There is a case for greater deregulation in 'commoditised' legal services, a top European Commission official said last month.


Speaking at a conference in Brussels on the economic case for professional services reform, Philip Lowe, director-general of the competition directorate, said that in fields such as conveyancing, there could be greater deregulation 'without worrying so much about high standards'.



The conference, organised by the Finnish presidency, heard the preliminary results of an EU-wide study of conveyancing services regulation, which indicate that the Nordic licensed agent system produces the most efficient results, and the lowest legal costs.



The system, mainly used in Denmark and Finland, involves estate agents providing legal services too, although delegates were told that this caused few problems because standard contracts are used. The model is also characterised by quality control of professionals through exams and licensing, negotiable fees, and a low level of regulation on market structure and conduct.



By contrast, the traditional Latin notary system is highly regulated and the study found a statistical correlation between higher regulation and higher fees.



The total cost of moving house in England is the second lowest in Europe after Scotland, the study found - 3.57% on a ¤250,000 property - while legal fees are also among the lowest. The English conveyancing market is to be the subject of further research as one of four case studies.



Delegates also witnessed disagreement over whether external ownership of law firms is a good thing. Henrik Ballebye Olesen of Copenhagen Economics, which produced a major report on legal services reform in Denmark last year, argued that lawyers should remain in majority ownership of firms, and to allow otherwise would provide only a small benefit but a potential loss of independence. 'The most important aspect in a law firm is human capital, and the best way to motivate lawyers is ownership,' he said.

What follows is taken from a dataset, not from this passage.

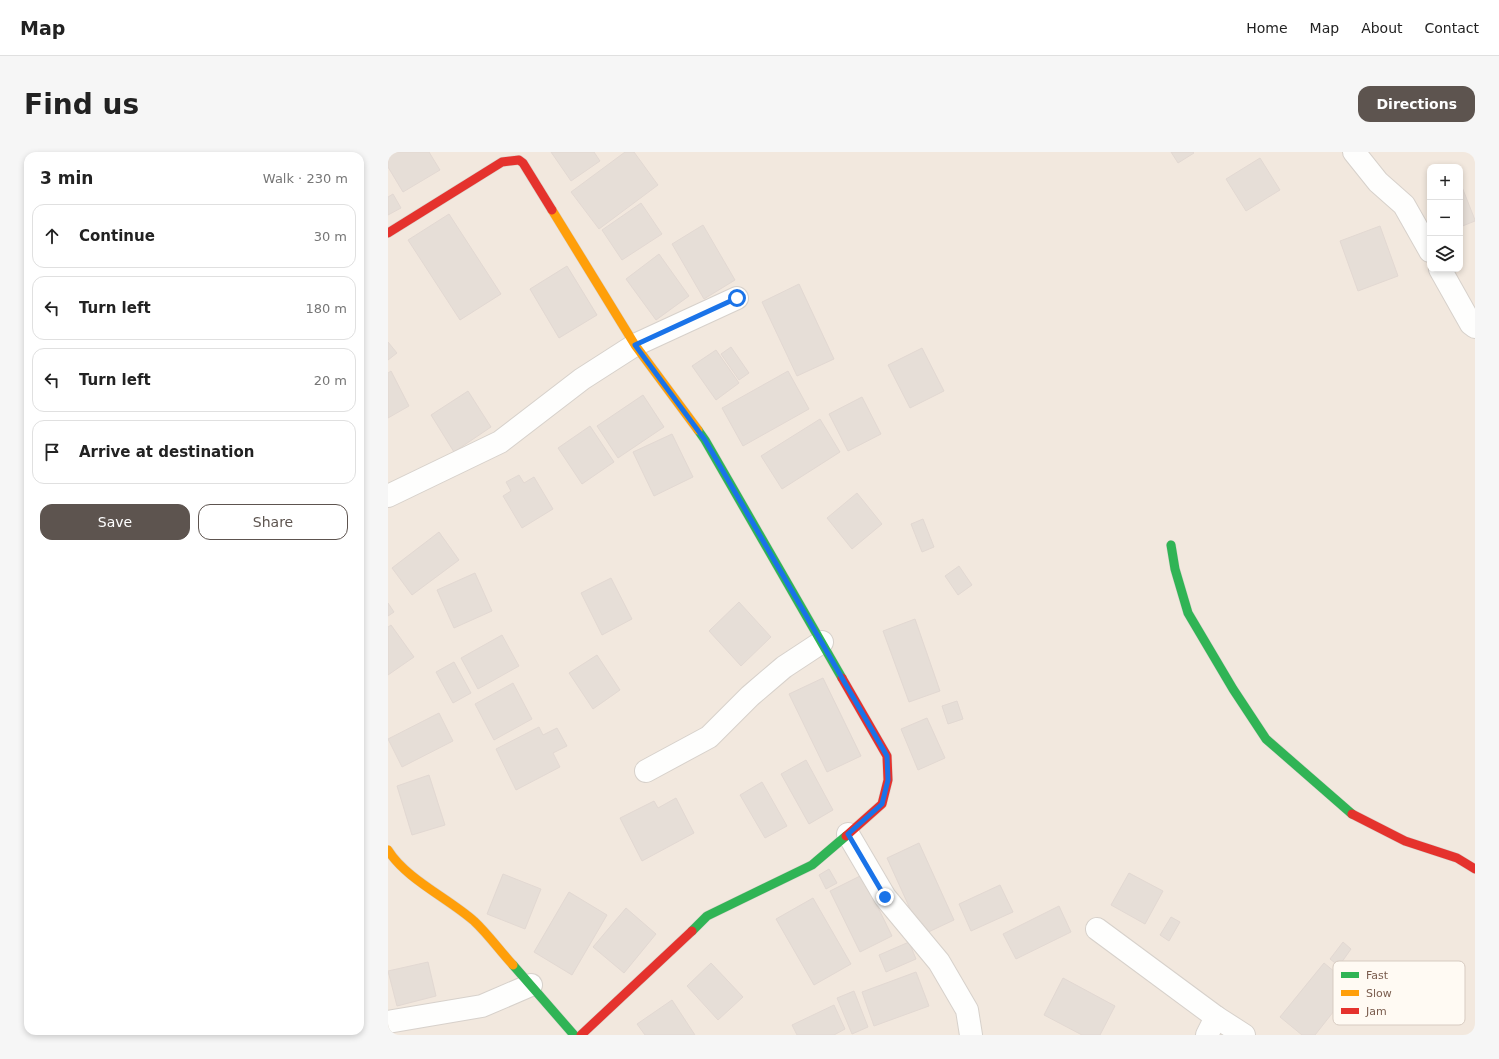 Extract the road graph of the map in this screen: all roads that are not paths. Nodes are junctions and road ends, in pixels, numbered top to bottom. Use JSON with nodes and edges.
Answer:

However, Paul Grout, a professor of political economy at Bristol University, reiterated research he carried out for the Department for Constitutional Affairs (DCA) in 2005 by insisting that there is far more for lawyers to gain from acting dishonestly when they are also an owner than when they are not. The latter would only have his or her own human capital at risk and regulation would therefore 'bite significantly' on their behaviour, he said.



Osama Rahman, chief economist at the DCA, told the conference that 'I don't think economists are prejudiced against lawyers, but lawyers are like everyone else' - specifically, they are 'motivated by incentives'.